With the neighborhood changing, concerned lot owners formed a group of Trustees to ensure the care and maintenance of the cemetery and subscriptions were sold for its upkeep.  Rumors in 1890 that the valuable real estate would be sold for development were quickly dispelled by Erasmus Sterling, secretary of the Trustees. “The lot owners have inherent rights,” he said, “which cannot be abrogated. We have the financial means to keep the cemetery in permanent good order and the grounds will be cared for by a competent Superintendent.”

At the time there was a comfortable $17,000 in the permanent fund, greatly assisted by a bequest of $5,000 from William C. Treadwell’s estate.

By 1897 the cemetery, while carefully maintained, was little used and was being hemmed in by tenement buildings.  The elegant brick homes with marble trim were mostly a memory.
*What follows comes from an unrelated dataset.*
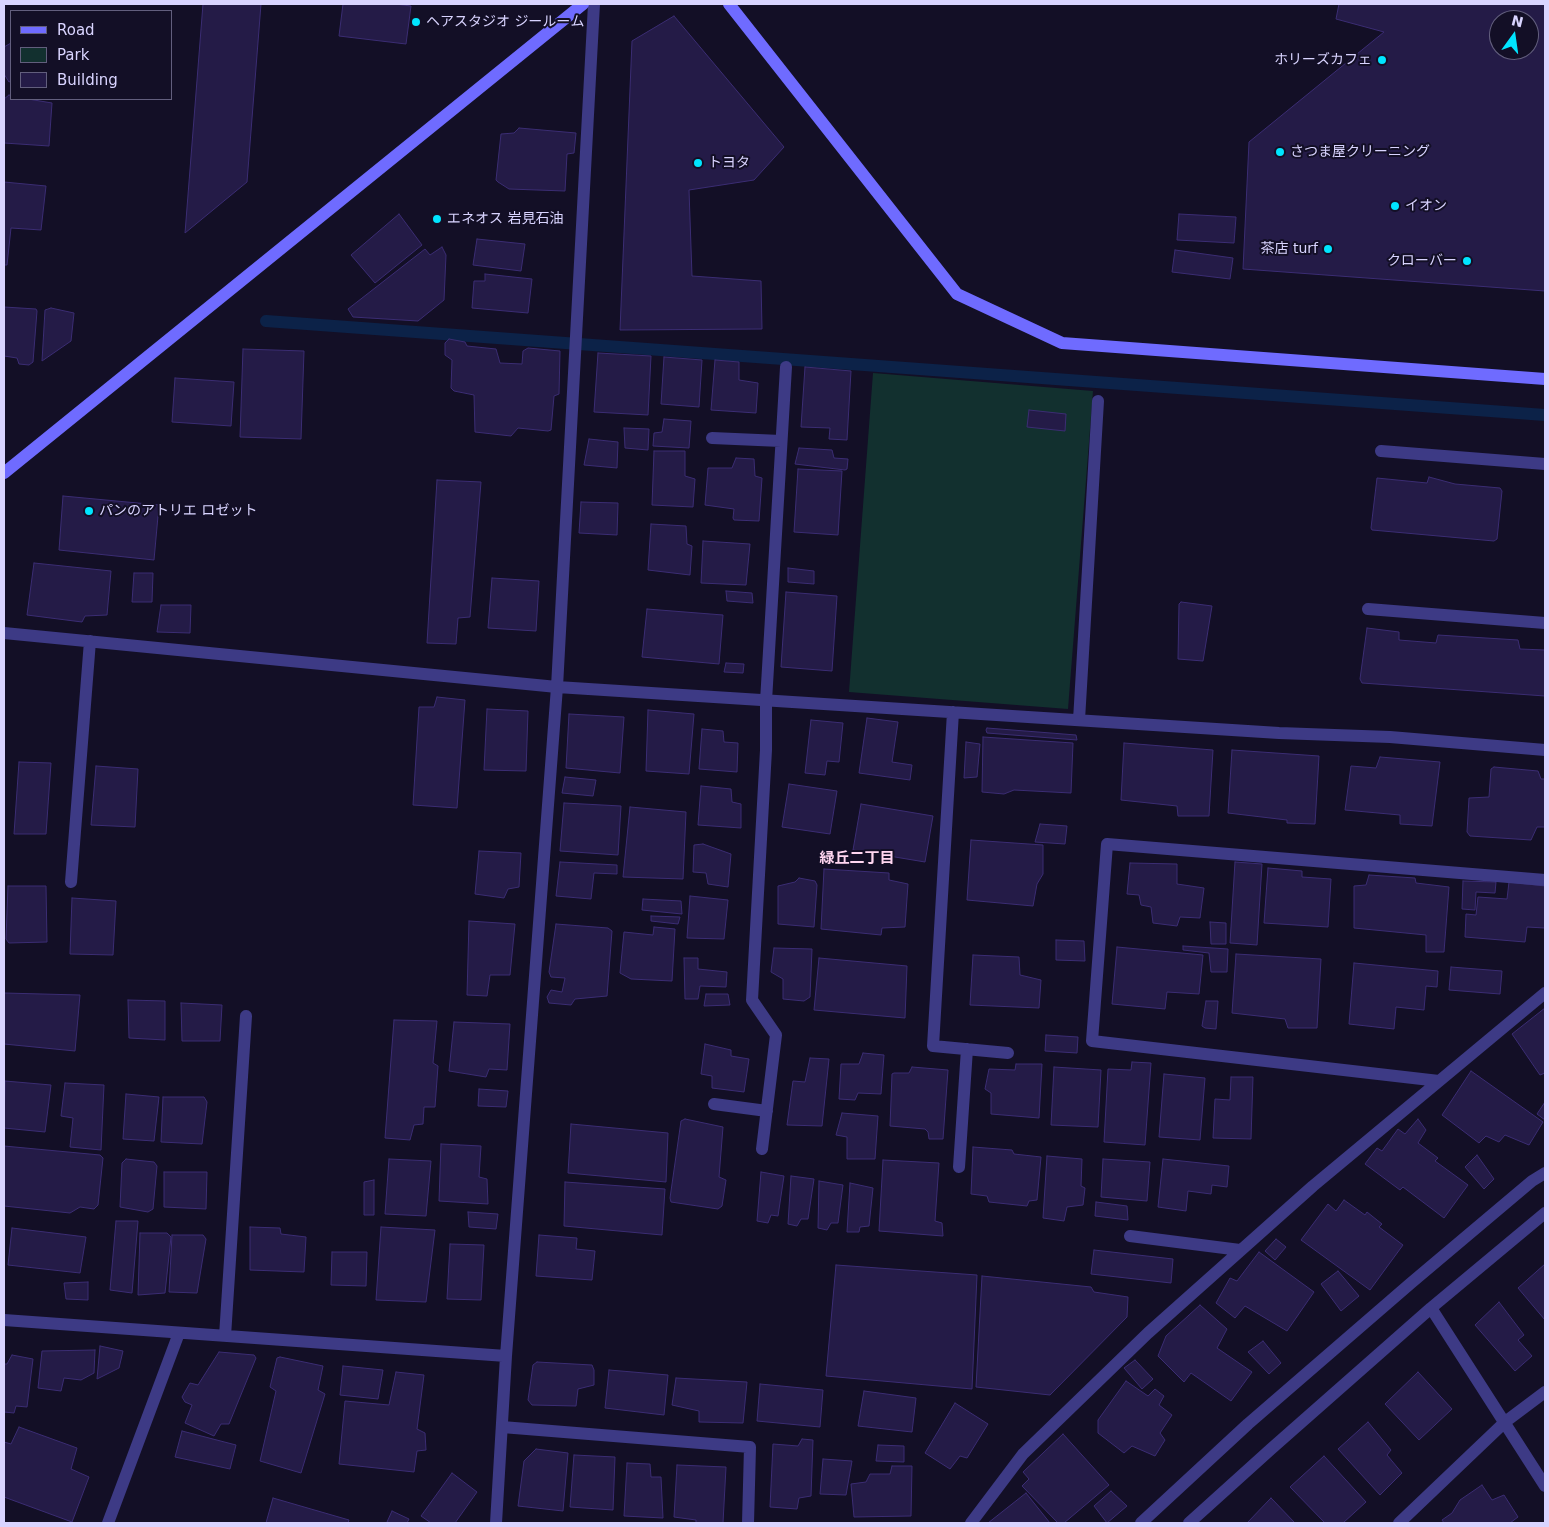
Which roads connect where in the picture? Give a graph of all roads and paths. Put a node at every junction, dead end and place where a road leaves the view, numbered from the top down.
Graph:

That year, when the body of millionaire Reuben B. Withers was returned from Paris for burial here, the ceremony -- now no longer routine -- caused a stir.  The New York Times commented that a “burial, a rare occurrence in these days for the place, occurred yesterday in the quaint old New York City Marble Cemetery in Second Street, Between First and Second Avenues.

“Women and children thronged the windows and fire escapes of the tenements which look down upon the cemetery, and street urchins crowded about the iron fence to see the burial,” the newspaper said.
Tenements press in along the walls of the New York City Marble Cemetery in the early 20th Century - photo by Victor Volnar -- from the collection of the New York Public Library 
The trustees of the cemetery held annual meetings and refused to allow the New York City Marble Cemetery to fall into neglect, as had the nearby New York Marble Cemetery.  On March 19, 1905 The Times reported that the older cemetery was in derelict condition.  “Some of the vaults have fallen in,” it said, “and in the course of time others may do so; the wall surrounding the cemetery has commenced to fall and there are no funds for repairs.”

The newspaper went on to contrast the two burial grounds, saying of the New York City Marble Cemetery, “Unlike the other cemetery, this place is a veritable beauty spot in Summer, splendidly laid out with flower beds, with a great abundance of creeping ivy, shrubs, and vines, several lindens, a few monuments – a well-kept place.”

Helen Henderson, in writing about the cemetery in 1917, agreed, saying, “The walls too are covered with vines and most appropriate shrubs and trees, in the weeping willow style, and have been well cared for during eighty-odd years.”



The quiet and picturesque little cemetery, which was given landmark status in 1969, was jolted into public awareness in 2010 when a maintenance worker discovered a garbage bag containing what the New York City Police Department Bomb Squad identified as C-4 military-grad explosive bricks.  The plastic explosives, more powerful than TNT, were removed without incident.

This picturesque page from New York's genteel past is still lovingly maintained yet widely unknown.

non-credited photographs were taken by the author

1 comment:

  1. As a "Graveyard Rabbit", I can't believe I missed this post, even if it was years ago. Next trip, I will visit and say hello to Preserved Fish.